▶ **TO DO**: Pull out every line below that contains the word "roads".

▶ **PROVIDED DATA**:

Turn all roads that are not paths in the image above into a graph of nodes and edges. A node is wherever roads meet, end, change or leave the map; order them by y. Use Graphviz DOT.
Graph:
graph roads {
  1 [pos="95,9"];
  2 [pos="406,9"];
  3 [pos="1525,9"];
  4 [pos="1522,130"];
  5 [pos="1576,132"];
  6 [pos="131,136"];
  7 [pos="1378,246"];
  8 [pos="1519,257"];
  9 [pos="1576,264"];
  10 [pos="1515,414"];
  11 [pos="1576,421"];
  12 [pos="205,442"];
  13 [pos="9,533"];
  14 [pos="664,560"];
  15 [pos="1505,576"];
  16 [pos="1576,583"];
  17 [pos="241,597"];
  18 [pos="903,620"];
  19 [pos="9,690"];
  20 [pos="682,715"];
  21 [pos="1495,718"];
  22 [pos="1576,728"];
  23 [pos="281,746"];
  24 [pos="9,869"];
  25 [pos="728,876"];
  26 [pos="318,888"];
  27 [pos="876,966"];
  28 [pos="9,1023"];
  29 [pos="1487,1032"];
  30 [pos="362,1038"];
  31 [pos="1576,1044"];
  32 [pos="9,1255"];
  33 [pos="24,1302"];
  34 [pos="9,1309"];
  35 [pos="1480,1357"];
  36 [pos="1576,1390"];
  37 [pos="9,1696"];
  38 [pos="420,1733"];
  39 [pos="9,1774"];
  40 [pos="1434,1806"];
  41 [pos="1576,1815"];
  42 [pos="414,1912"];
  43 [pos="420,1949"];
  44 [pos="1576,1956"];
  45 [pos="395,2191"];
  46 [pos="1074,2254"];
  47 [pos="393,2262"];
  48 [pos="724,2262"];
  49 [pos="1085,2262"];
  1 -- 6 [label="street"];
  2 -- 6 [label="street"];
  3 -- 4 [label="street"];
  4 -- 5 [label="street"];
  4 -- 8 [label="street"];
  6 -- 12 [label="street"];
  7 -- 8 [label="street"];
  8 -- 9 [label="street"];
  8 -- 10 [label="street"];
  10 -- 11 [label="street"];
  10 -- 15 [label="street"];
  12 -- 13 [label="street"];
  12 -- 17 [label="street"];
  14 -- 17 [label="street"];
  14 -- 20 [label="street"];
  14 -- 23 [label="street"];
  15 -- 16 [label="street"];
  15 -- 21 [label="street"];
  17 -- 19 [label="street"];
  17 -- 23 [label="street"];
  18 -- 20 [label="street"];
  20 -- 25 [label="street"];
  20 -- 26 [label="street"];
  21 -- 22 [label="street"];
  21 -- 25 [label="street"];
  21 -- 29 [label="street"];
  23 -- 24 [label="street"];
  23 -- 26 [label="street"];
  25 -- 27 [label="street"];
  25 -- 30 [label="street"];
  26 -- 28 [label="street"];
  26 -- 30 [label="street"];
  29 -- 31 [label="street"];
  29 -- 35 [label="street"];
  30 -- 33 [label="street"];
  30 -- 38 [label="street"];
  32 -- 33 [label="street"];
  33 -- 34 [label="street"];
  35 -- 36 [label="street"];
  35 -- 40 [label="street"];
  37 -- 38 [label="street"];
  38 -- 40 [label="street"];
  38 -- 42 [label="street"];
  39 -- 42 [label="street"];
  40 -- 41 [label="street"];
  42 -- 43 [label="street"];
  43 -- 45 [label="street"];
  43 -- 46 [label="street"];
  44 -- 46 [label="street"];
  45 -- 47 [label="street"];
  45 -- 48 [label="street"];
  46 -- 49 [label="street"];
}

▶ **THE ANSWER**:
Turn all roads that are not paths in the image above into a graph of nodes and edges. A node is wherever roads meet, end, change or leave the map; order them by y. Use Graphviz DOT.
graph roads {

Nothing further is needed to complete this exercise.